Баран, волоча за собой веревку, блея, кинулся прочь из леса. Вслед за ним с граблями в руке засеменил и Митрофанов.
— Получил назад свою собственность — и привет! — заметил Гена.
Увидев, что в лесу у погасшего костра остались лишь двое, пятеро парней повели себя по-другому: окружили братьев, бритоголовый передал бутылку волосатику, а сам, ловко подпрыгнув, с треском отломил толстый золотистый сук с ближайшей сосны.
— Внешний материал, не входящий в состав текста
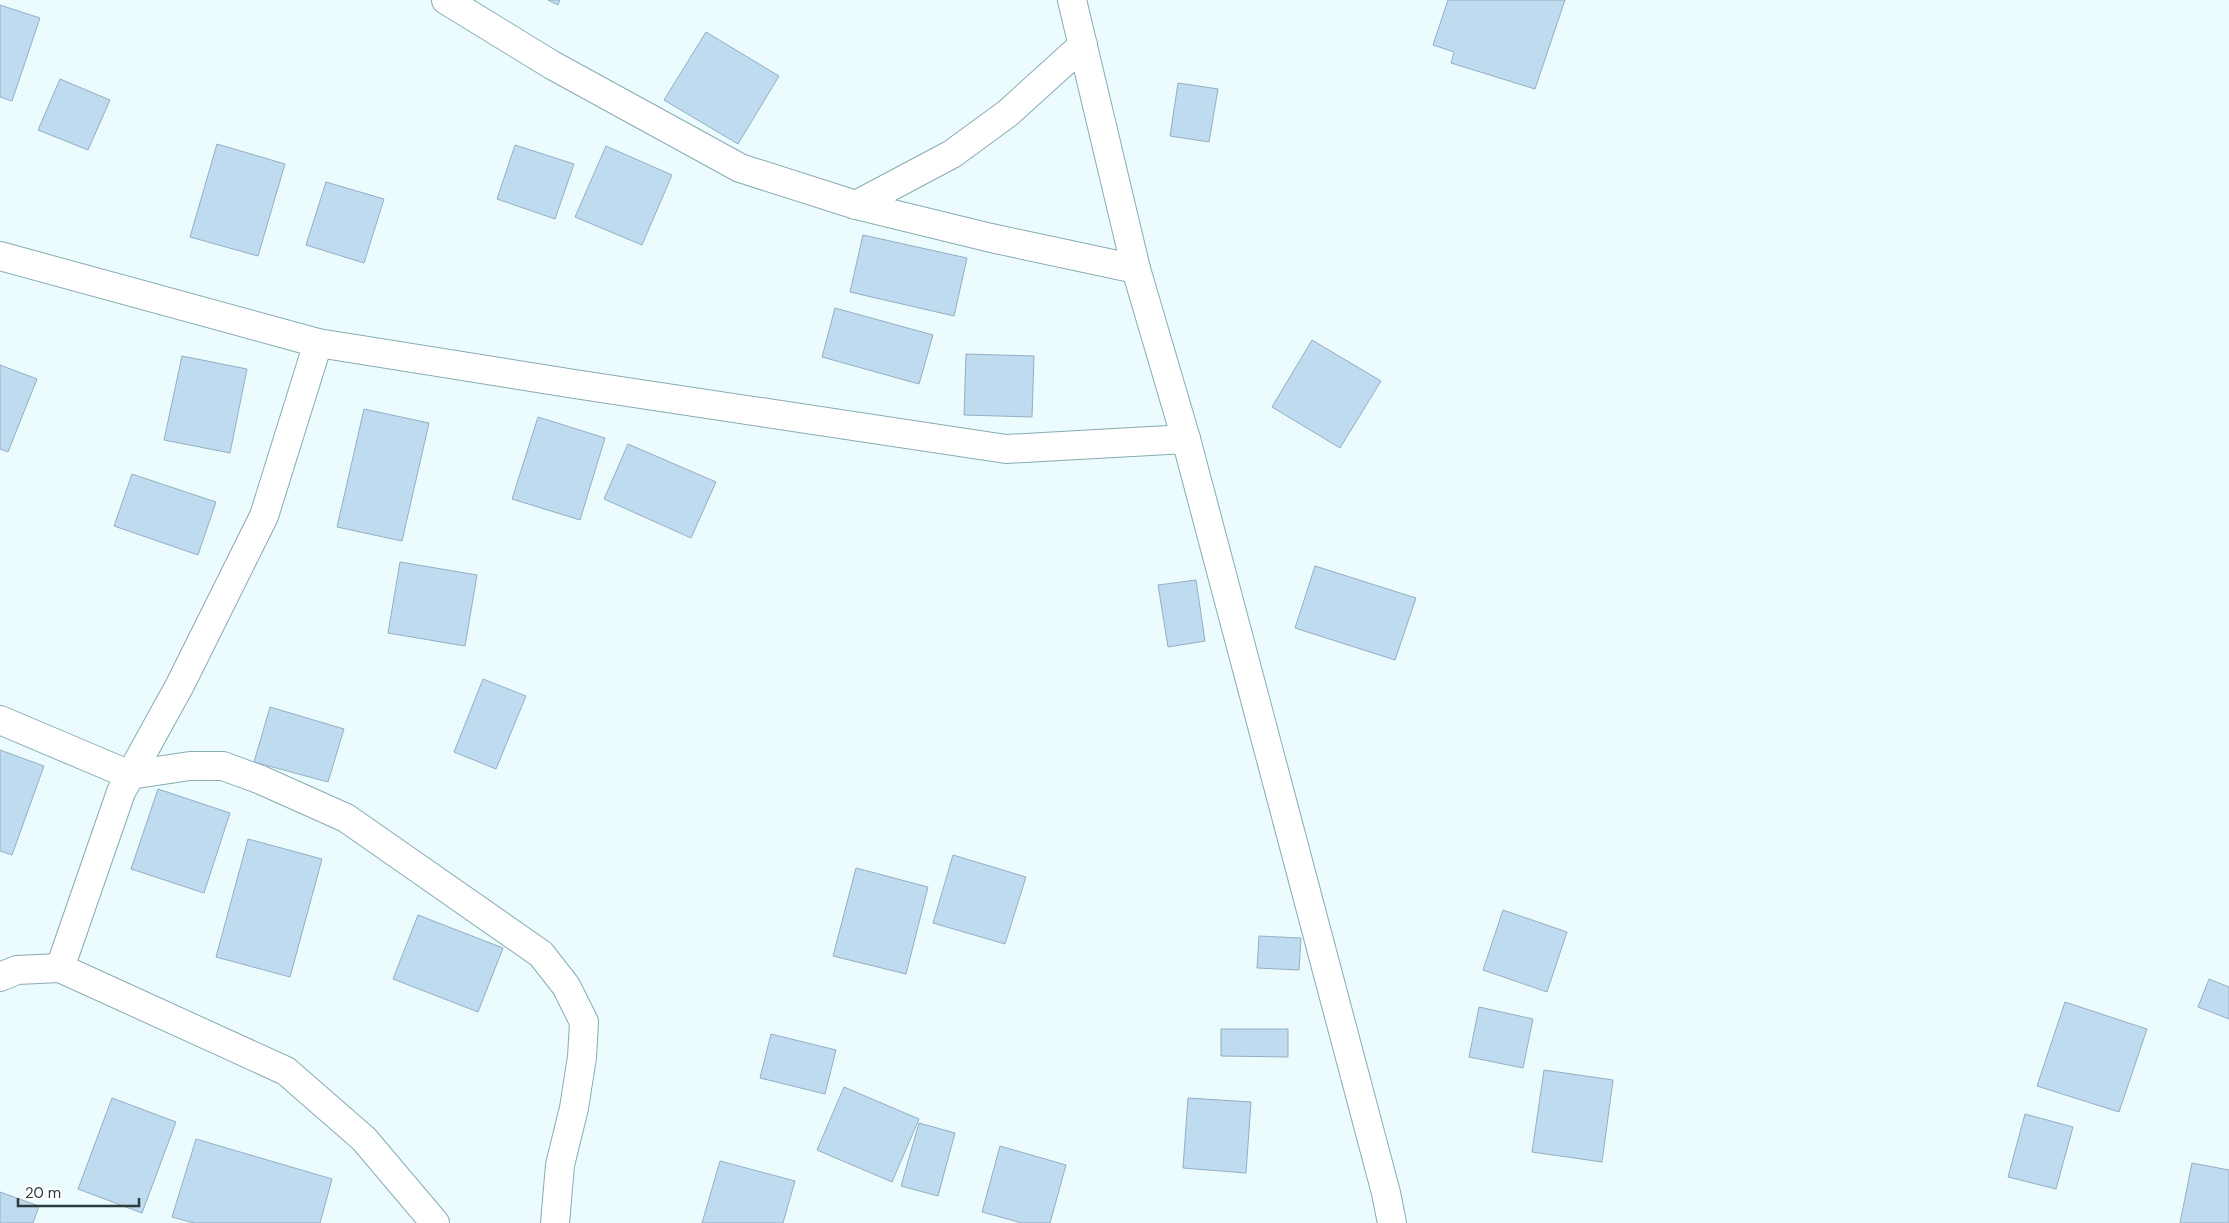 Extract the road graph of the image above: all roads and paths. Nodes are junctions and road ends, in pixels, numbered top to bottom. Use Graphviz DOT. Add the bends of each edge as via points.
graph roads {
  1 [pos="446,0"];
  2 [pos="1072,0"];
  3 [pos="1083,45"];
  4 [pos="856,205"];
  5 [pos="0,256"];
  6 [pos="1136,269"];
  7 [pos="318,343"];
  8 [pos="1186,439"];
  9 [pos="0,720"];
  10 [pos="130,775"];
  11 [pos="60,968"];
  12 [pos="0,977"];
  13 [pos="435,1223"];
  14 [pos="555,1223"];
  15 [pos="1392,1223"];
  1 -- 4 [label="street" via="552,65 740,168"];
  2 -- 3 [label="street"];
  3 -- 4 [label="street" via="1008,114 952,154"];
  3 -- 6 [label="street"];
  4 -- 6 [label="street"];
  5 -- 7 [label="street"];
  6 -- 8 [label="street"];
  7 -- 8 [label="street" via="1006,449"];
  7 -- 10 [label="street" via="264,516 180,684"];
  8 -- 15 [label="street"];
  9 -- 10 [label="street"];
  10 -- 11 [label="street" via="121,792"];
  10 -- 14 [label="street" via="190,766 223,766 261,780 346,818 541,954 566,986 584,1022 574,1108 560,1165"];
  11 -- 12 [label="street" via="17,970"];
  11 -- 13 [label="street" via="286,1071 364,1139"];
}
Подобрали палки и остальные.
— Мы вас сюда не звали? Чего приперлись? — заявил бритоголовый, — У этого куркуля с десяток баранов… Может, мы его надумали раскулачить.
— Костер растоптали, — подогревали себя и другие. — Слова разные нехорошие говорите…
— Подумаешь, мироеда тряхнули… — вступил в разговор и тонкоголосый, — У него и на роже написано: кулак и кулак!
— А вы знаете, кто такие были кулаки? — не выдержал Николай. Учитель все еще крепко сидел в нем. — Великие труженики земли русской. На них вся Россия держалась, а кучка негодяев их уничтожила, чем и обрекли страну на разруху и голод.
— А нам в школе толковали другое… — хихикнул тонкоголосый.